Scientists claim rechargeable battery breakthrough with drastically increased battery lifespan
Rechargeable batteries have transformed the technology landscape by powering countless smartphones, tablets and laptops, but they have an inherent problem.
This is because most lithium-ion batteries used today have a limited lifespan, and capacity tends to get progressively worse the more it is recharged.
But scientists in America have apparently solved this problem and claim to have developed technology that can dramatically increase the lifespan of the humble rechargeable battery.
At the moment typical lithium-ion batteries see their capacity to hold a full charge dramatically fall after it is recharged between 5,000 and 7,000 times. This means that there is a finite lifespan to these devices, mostly notably in laptop computers (smartphones tend to be replaced more frequently).
And now researchers at the University of California, Irvine (UCI) have developed nanowire-based technology that greatly increases the battery lifespan, and allows the battery to be recharged hundreds of thousands of times.

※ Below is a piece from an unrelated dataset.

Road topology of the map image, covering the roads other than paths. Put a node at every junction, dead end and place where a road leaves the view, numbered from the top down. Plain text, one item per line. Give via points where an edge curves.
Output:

Using this technology means that batteries no longer hit a capacity drop off after 7,000 recharges. Indeed the UCI scientists were able to create a battery that went through 200,000 recharge cycles without any loss of capacity or power.

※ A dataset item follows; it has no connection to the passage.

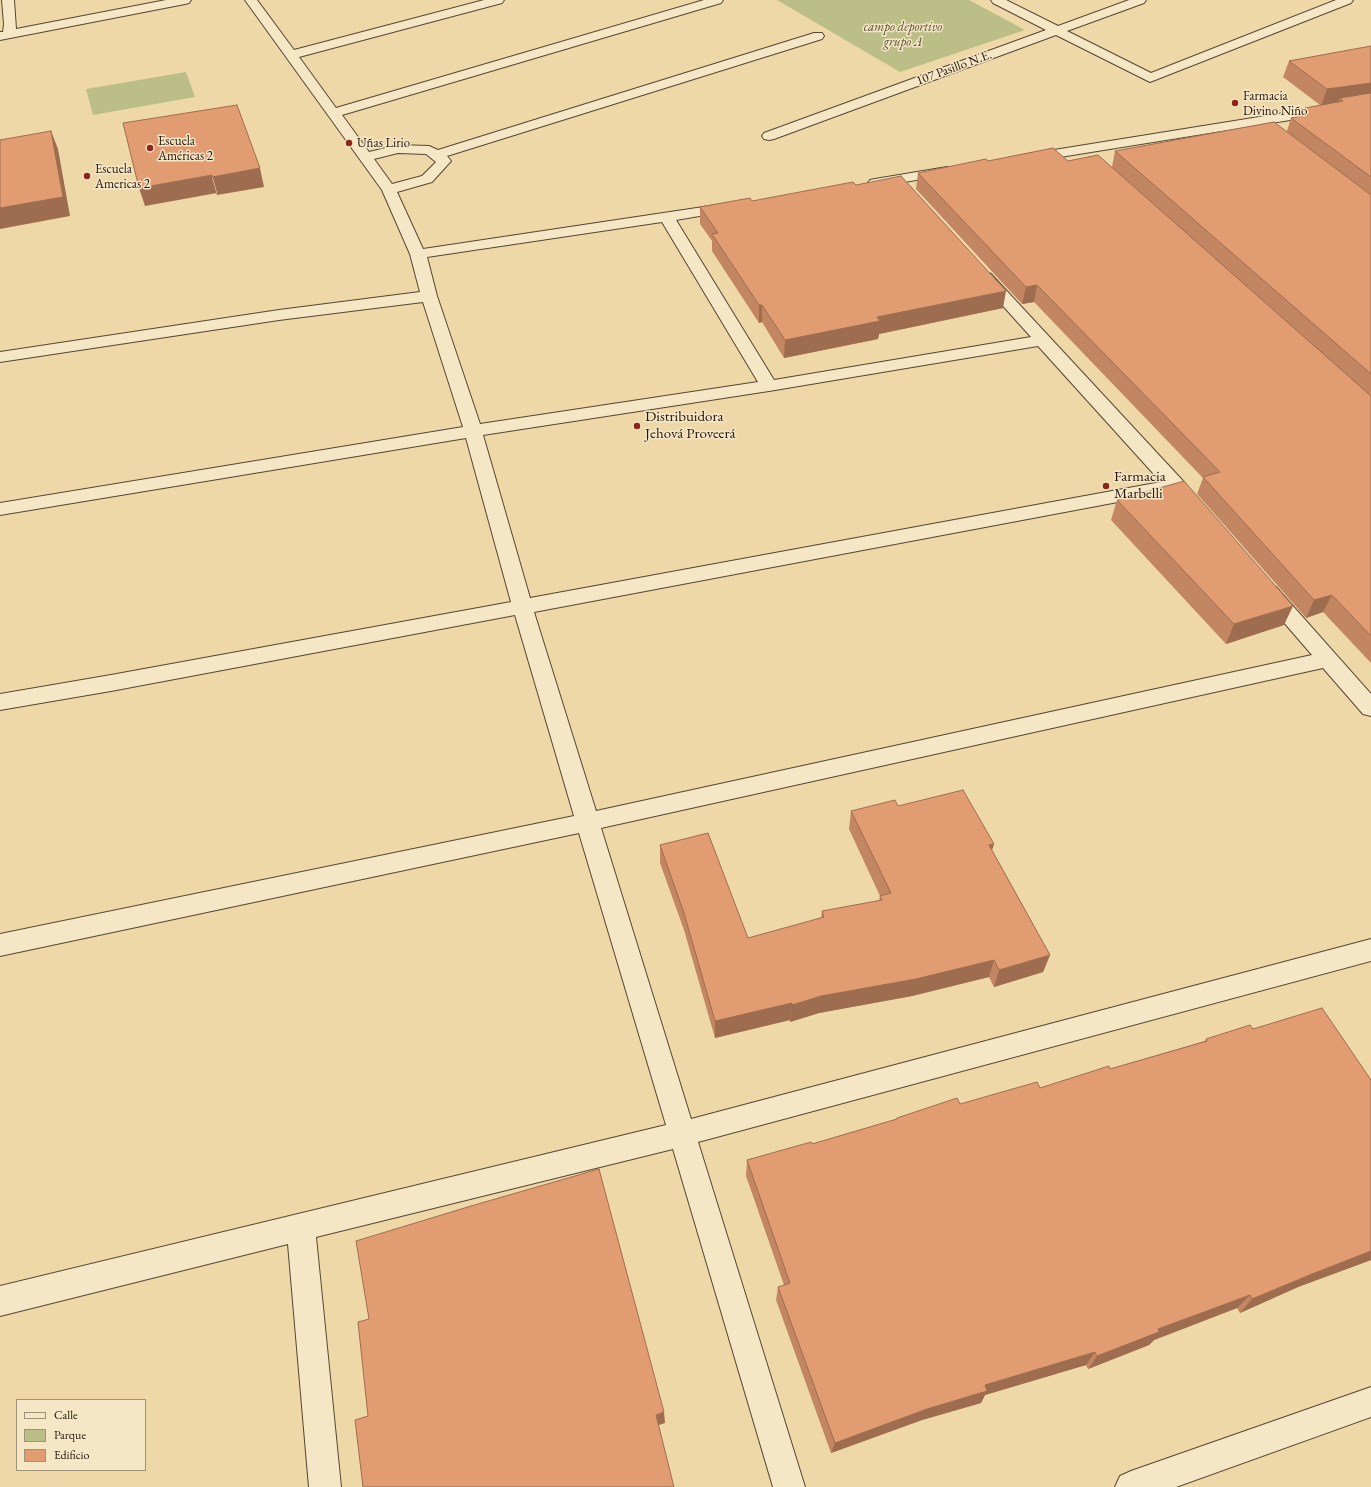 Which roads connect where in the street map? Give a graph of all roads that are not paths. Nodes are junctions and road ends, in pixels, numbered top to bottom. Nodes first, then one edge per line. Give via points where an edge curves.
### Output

The boffins opted to use nanowires in batteries, which are thousands of times thinner than a human hair. Currently lithium batteries do not cope well with the repeated drain and recharge cycle, and normal nanowires can expand, corrode or grow brittle, which leads to reduced storage capacity.

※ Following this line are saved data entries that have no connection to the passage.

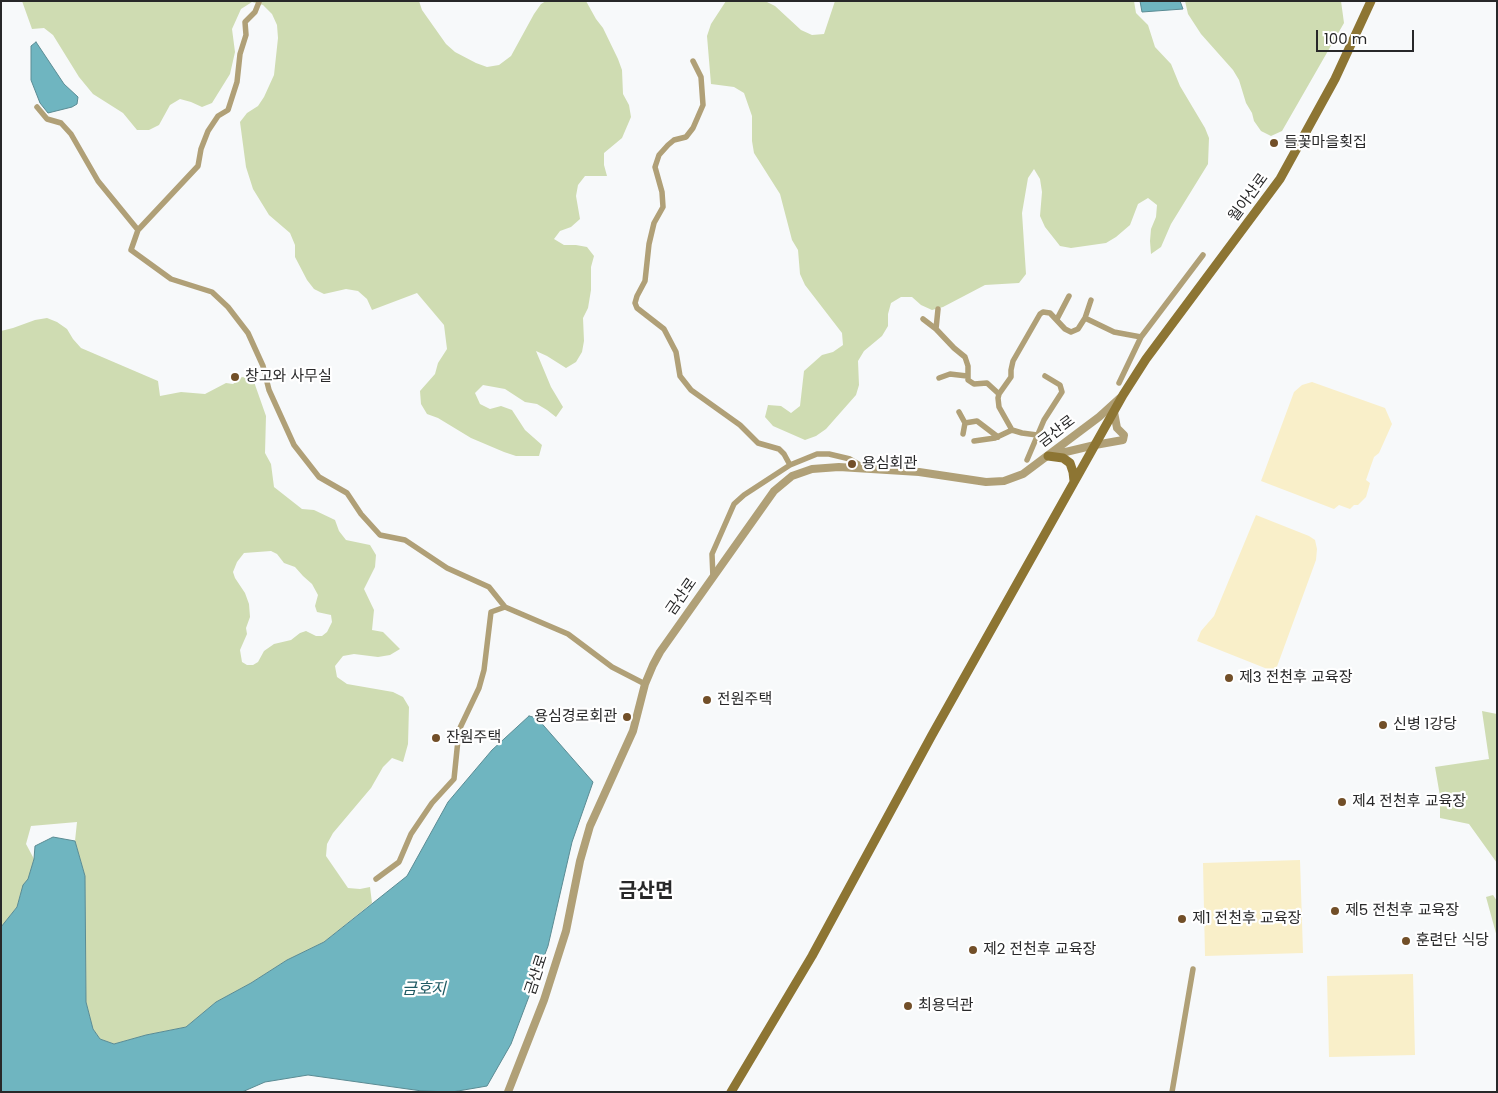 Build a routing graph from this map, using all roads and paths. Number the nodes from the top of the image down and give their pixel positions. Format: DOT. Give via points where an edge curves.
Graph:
graph roads {
  1 [pos="1371,1"];
  2 [pos="259,2"];
  3 [pos="693,61"];
  4 [pos="37,106"];
  5 [pos="138,230"];
  6 [pos="1204,255"];
  7 [pos="1069,296"];
  8 [pos="1091,300"];
  9 [pos="938,309"];
  10 [pos="1085,318"];
  11 [pos="923,319"];
  12 [pos="1056,319"];
  13 [pos="936,329"];
  14 [pos="1141,337"];
  15 [pos="967,376"];
  16 [pos="1044,376"];
  17 [pos="939,378"];
  18 [pos="1119,384"];
  19 [pos="999,394"];
  20 [pos="1123,395"];
  21 [pos="959,412"];
  22 [pos="1114,412"];
  23 [pos="966,423"];
  24 [pos="1012,430"];
  25 [pos="963,434"];
  26 [pos="1038,434"];
  27 [pos="998,437"];
  28 [pos="974,440"];
  29 [pos="1095,444"];
  30 [pos="1048,456"];
  31 [pos="1027,460"];
  32 [pos="790,464"];
  33 [pos="867,469"];
  34 [pos="1074,481"];
  35 [pos="713,578"];
  36 [pos="505,608"];
  37 [pos="645,684"];
  38 [pos="376,879"];
  39 [pos="1193,969"];
  40 [pos="508,1092"];
  41 [pos="731,1092"];
  42 [pos="1172,1092"];
  1 -- 20 [label="main road, 월아산로" via="1335,79 1280,179 1146,359"];
  2 -- 5 [label="street" via="245,22 246,35 237,82 228,110 218,116 208,131 198,166"];
  3 -- 32 [label="street" via="701,77 703,106 686,137 674,140 659,155 655,167 663,207 654,223 645,281 636,303 664,329 676,352 680,376 692,390 740,425 758,443 779,450"];
  4 -- 5 [label="street" via="47,119 62,123 71,134 98,181"];
  5 -- 36 [label="street" via="132,250 171,279 212,292 248,332 294,446 319,477 347,493 380,535 405,540 447,568 489,587"];
  6 -- 14 [label="street"];
  7 -- 12 [label="street"];
  8 -- 10 [label="street"];
  9 -- 13 [label="street"];
  10 -- 12 [label="street" via="1078,329 1071,332"];
  10 -- 14 [label="street" via="1114,332"];
  11 -- 13 [label="street"];
  12 -- 19 [label="street" via="1046,312 1040,314 1013,361 1010,380"];
  13 -- 15 [label="street" via="965,357"];
  14 -- 18 [label="street"];
  15 -- 17 [label="street" via="950,374"];
  15 -- 19 [label="street" via="971,383 987,383"];
  16 -- 26 [label="street" via="1060,386 1062,392"];
  19 -- 24 [label="street" via="998,407"];
  20 -- 22 [label="main road, 월아산로"];
  20 -- 30 [label="street, 금산로"];
  21 -- 23 [label="street"];
  22 -- 29 [label="main road, 월아산로"];
  22 -- 29 [label="street" via="1114,421 1124,440"];
  23 -- 25 [label="street"];
  23 -- 27 [label="street" via="977,421"];
  24 -- 26 [label="street"];
  24 -- 27 [label="street"];
  26 -- 31 [label="street"];
  27 -- 28 [label="street"];
  29 -- 30 [label="street"];
  29 -- 34 [label="main road, 월아산로"];
  30 -- 33 [label="street, 금산로" via="1023,474 994,482"];
  30 -- 34 [label="main road" via="1063,458 1070,463"];
  32 -- 33 [label="street" via="817,454 829,454"];
  32 -- 35 [label="street" via="734,504 712,554"];
  33 -- 35 [label="street, 금산로" via="812,469 792,476 774,491"];
  34 -- 41 [label="main road, 월아산로" via="812,956"];
  35 -- 37 [label="street, 금산로" via="660,652"];
  36 -- 37 [label="street" via="568,634 612,667"];
  36 -- 38 [label="street" via="491,612 484,670 459,730 454,779 410,834 399,862"];
  37 -- 40 [label="street, 금산로" via="633,731 590,826 566,931"];
  39 -- 42 [label="street"];
}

But nanowires are highly conductive and feature a large surface area for the storage and transfer of electrons. So the scientists solved the degrading nanowire problem by coating a gold nanowire in a manganese dioxide shell and encasing the assembly in an electrolyte made of a Plexiglas-like gel. This resulted in a much more robust solution.
The study leader, doctoral candidate Mya Le Thai, cycled the testing electrode up to 200,000 times over three months without detecting any loss of capacity or power and without fracturing any nanowires. The findings were published in the American Chemical Society’s Energy Letters.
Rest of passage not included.